= Anglesey Sidings =

Railway sidings in Staffordshire, England

The Anglesey Sidings is a former sidings terminal located on the South Staffordshire Line, Staffordshire, England, and served for a time as an oil terminal. The sidings are located on the other end of the A5 Watling Street in Brownhills near the border of Lichfield.

==History==
The sidings were built to connect the South Staffordshire Line to the coal fields at Chasewater and Cannock Chase. This branch ran down Wharf Lane and connected near the present-day Chasewater Railway.
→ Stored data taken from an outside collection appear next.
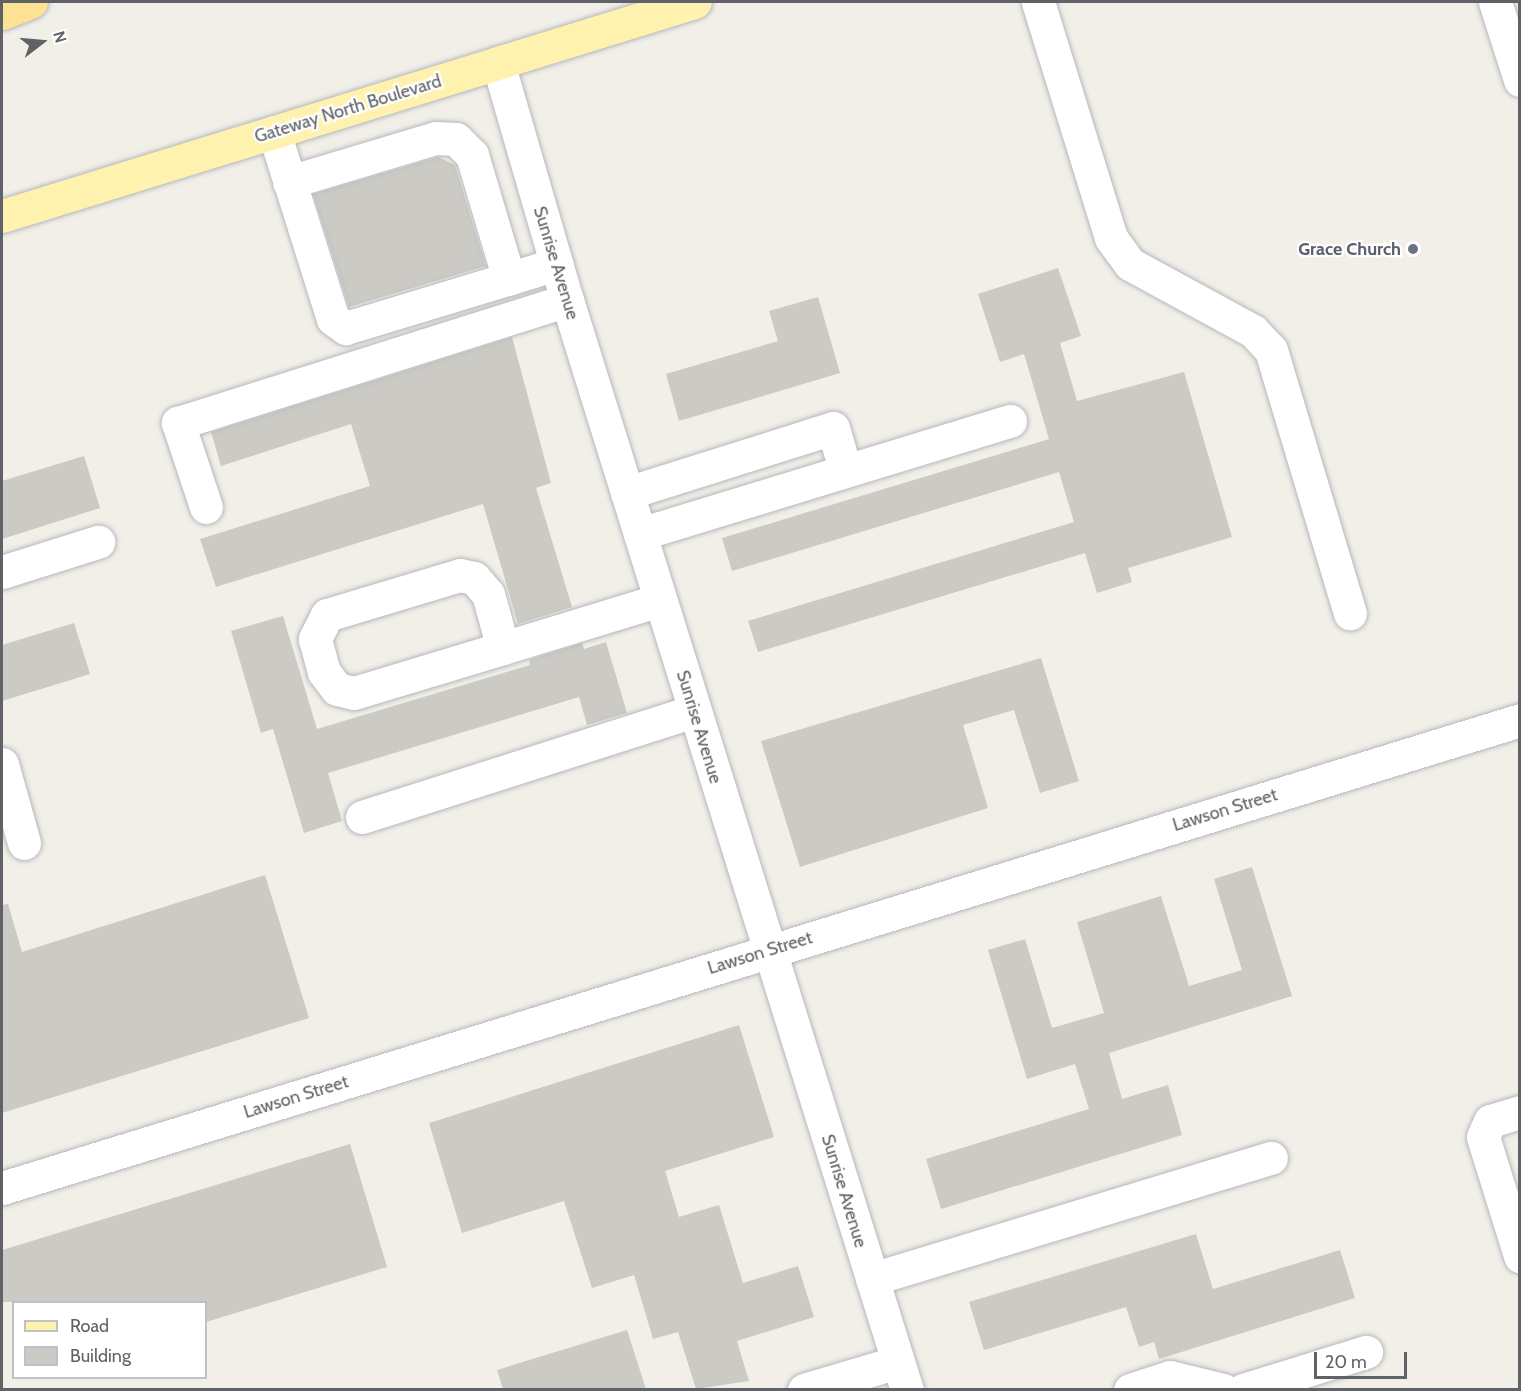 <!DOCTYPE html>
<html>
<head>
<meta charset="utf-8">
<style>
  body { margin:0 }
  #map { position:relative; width:1521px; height:1391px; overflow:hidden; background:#f1efe8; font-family:Cabin,sans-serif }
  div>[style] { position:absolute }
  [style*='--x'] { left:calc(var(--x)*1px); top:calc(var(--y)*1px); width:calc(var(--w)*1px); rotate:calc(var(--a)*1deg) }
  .building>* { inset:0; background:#cccac5 }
  .roads { filter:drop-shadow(0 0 2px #b5b8bc) drop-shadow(0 0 2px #b5b8bc) }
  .minor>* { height:33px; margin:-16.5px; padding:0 16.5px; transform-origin:16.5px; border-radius:16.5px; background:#fff }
  .major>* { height:33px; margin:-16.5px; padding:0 16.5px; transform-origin:16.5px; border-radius:16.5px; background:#fff2af }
  .highway>* { height:33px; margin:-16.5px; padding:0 16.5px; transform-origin:16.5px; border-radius:16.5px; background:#fde293 }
  .dots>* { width:16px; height:16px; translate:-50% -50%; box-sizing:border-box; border:3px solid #fff; border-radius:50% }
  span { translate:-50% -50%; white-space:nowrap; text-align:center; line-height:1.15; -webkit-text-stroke:4.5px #fff; paint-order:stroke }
  .street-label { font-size:18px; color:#5f6368 }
  .worship-label { font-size:18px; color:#5b616d; font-weight:700 }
  .right { translate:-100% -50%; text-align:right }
  .frame { position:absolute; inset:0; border:3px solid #5f6368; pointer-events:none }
  .legend { position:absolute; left:12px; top:1301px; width:195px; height:78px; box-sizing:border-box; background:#fff; border:2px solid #bfc1c3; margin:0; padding:8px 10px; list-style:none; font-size:18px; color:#5f6368 }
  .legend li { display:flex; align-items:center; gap:12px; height:30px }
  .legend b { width:30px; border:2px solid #bfc1c3 }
  .north { position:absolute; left:12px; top:12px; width:60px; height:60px; -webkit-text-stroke:4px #fff; paint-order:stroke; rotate:74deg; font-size:16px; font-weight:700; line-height:24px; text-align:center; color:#5f6368 }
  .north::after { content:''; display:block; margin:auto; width:21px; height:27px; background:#5f6368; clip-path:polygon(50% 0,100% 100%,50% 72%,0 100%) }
  .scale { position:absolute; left:1314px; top:1352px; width:93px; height:27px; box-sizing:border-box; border:3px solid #5f6368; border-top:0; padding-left:8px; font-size:18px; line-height:21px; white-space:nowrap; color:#5f6368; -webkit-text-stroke:4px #fff; paint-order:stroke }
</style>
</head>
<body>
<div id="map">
  <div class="building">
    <i style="clip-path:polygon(438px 157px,455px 165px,486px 266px,349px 307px,313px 194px)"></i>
    <i style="clip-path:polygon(1058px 268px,1081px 336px,1060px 343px,1077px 401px,1184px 372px,1232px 537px,1128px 568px,1132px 582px,1097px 593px,1085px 553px,758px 652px,748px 621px,1074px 522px,1059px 472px,732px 571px,722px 538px,1049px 439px,1024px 354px,1000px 362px,978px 294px)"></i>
    <i style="clip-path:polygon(818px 297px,840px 373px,679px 421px,666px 374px,778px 341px,769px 311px)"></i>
    <i style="clip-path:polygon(512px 337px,551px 483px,536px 488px,572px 607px,518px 624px,483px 504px,216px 587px,200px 539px,370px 486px,351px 424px,221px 466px,211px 432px)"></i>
    <i style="clip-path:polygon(84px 456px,100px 508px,2px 539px,2px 481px)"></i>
    <i style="clip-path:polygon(283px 616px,317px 729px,530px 665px,529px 660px,582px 643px,584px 649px,606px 642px,627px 713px,587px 725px,579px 697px,328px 773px,342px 821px,304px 833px,273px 729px,261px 733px,231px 631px)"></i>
    <i style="clip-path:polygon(74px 623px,90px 674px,2px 701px,2px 645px)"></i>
    <i style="clip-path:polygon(1041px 658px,1079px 781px,1040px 793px,1014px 710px,963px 725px,988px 808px,800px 867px,761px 741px)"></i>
    <i style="clip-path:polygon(1252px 867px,1292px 996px,1109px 1053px,1122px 1099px,1168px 1085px,1182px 1135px,941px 1209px,926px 1159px,1089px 1109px,1075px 1064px,1027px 1079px,988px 950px,1025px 939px,1052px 1028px,1104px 1013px,1077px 922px,1161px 896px,1189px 986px,1242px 970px,1214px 879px)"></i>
    <i style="clip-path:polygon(265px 875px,309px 1018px,2px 1113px,2px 905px,8px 904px,22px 952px)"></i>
    <i style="clip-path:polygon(739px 1025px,774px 1137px,665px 1171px,679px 1217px,719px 1205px,743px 1283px,798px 1266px,814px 1317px,737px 1341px,749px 1381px,696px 1389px,678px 1332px,653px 1339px,634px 1275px,592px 1288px,564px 1201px,462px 1233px,429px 1123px)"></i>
    <i style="clip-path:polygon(350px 1144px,387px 1267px,206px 1322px,206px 1302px,2px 1302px,2px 1250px)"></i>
    <i style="clip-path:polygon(1196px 1234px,1213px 1289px,1340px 1250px,1355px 1298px,1159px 1359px,1154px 1342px,1139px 1347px,1126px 1307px,984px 1350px,969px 1302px)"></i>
    <i style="clip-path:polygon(627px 1330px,646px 1389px,503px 1389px,497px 1370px)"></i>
  </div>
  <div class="roads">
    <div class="minor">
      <i style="--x:1038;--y:2;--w:247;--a:72.8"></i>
      <i style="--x:1111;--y:238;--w:32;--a:54"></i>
      <i style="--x:1130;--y:264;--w:140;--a:28.6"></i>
      <i style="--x:1253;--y:331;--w:26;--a:47"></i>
      <i style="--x:1271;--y:350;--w:275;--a:73.3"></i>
      <i style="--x:1495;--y:2;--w:82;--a:72.2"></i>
      <i style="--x:498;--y:63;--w:247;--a:73.8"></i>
      <i style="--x:567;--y:300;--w:1142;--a:72.68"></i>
      <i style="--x:274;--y:132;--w:196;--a:72.5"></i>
      <i style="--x:333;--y:319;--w:16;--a:35"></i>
      <i style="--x:346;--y:328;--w:220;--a:-16.9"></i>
      <i style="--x:289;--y:182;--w:153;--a:-16.7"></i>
      <i style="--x:436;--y:138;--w:20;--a:3"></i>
      <i style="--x:456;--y:139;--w:23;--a:45"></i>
      <i style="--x:472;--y:155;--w:129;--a:73.4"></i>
      <i style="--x:627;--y:493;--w:216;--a:-17.5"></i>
      <i style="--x:833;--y:428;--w:43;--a:73.7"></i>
      <i style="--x:206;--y:507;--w:89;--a:-108.4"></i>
      <i style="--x:178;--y:423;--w:408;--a:-17.5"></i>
      <i style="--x:640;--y:534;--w:387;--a:-17"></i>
      <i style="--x:2;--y:572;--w:101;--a:-17.4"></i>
      <i style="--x:503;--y:648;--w:56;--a:-105.5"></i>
      <i style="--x:488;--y:594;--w:21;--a:-131"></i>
      <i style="--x:474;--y:578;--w:14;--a:-168"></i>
      <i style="--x:460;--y:575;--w:139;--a:163.3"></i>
      <i style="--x:327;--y:615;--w:27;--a:117"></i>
      <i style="--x:315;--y:639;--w:34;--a:75"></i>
      <i style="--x:324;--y:672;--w:21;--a:53"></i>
      <i style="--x:337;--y:689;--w:17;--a:13"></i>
      <i style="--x:354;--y:693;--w:156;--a:-16.8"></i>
      <i style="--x:503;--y:648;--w:164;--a:-17"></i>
      <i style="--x:2;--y:764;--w:82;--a:74.4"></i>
      <i style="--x:362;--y:817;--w:349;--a:-17.7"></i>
      <i style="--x:1520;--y:1112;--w:31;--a:163"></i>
      <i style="--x:1490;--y:1121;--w:17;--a:114"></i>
      <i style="--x:1483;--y:1137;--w:125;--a:72.7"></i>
      <i style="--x:2;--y:1188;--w:1589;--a:-17.13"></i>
      <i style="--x:872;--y:1279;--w:417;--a:-16.9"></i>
      <i style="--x:804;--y:1390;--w:98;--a:-16.6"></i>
      <i style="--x:1130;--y:1390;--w:42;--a:-18"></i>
      <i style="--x:1170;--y:1377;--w:55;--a:13.8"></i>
      <i style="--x:1243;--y:1390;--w:129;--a:-17.2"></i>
    </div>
    <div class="major">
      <i style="--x:2;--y:216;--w:725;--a:-17.16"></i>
    </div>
    <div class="highway">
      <i style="--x:2;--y:13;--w:31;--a:-21"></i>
    </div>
  </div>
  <div class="dots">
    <i style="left:1413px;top:249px;background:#6b7280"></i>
  </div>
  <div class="street-label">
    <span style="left:348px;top:109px;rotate:-17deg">Gateway North Boulevard</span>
    <span style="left:556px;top:263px;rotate:73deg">Sunrise Avenue</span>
    <span style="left:699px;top:727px;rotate:73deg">Sunrise Avenue</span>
    <span style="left:1225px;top:810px;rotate:-17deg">Lawson Street</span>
    <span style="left:760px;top:953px;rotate:-17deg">Lawson Street</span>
    <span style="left:296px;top:1097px;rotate:-17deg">Lawson Street</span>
    <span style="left:844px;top:1191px;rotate:73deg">Sunrise Avenue</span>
  </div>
  <div class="worship-label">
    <span class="right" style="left:1401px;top:249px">Grace Church</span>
  </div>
  <div class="frame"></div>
  <ul class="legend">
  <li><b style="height:8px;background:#fff2af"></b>Road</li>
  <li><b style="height:16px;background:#cccac5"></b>Building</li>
  </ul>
  <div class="north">N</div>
  <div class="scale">20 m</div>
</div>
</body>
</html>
They are named after the Welsh island of the same name, as the landowner Henry Paget, 1st Marquess of Anglesey who lived at Beaudesert Hall, gave permission for the site to be developed.

==Decline==
The sidings were closed to Chasewater and Cannock Chase in the late 1960s. The sidings at Brownhills remained in use until 1984 when the section from Angelsea Sidings to Ryecroft Junction closed to all through traffic. The section through Hammerwich continued to serve the sidings for an oil terminal until 2001/02 when the entire line was closed. It was then left mothballed.

==Present day==
Today, the branch at Wharf Lane has since become a public footpath. The section from Brownhills to Lichfield is now mothballed and out of use. It remains under the ownership of Network Rail. The section towards Walsall is now a leisure greenway.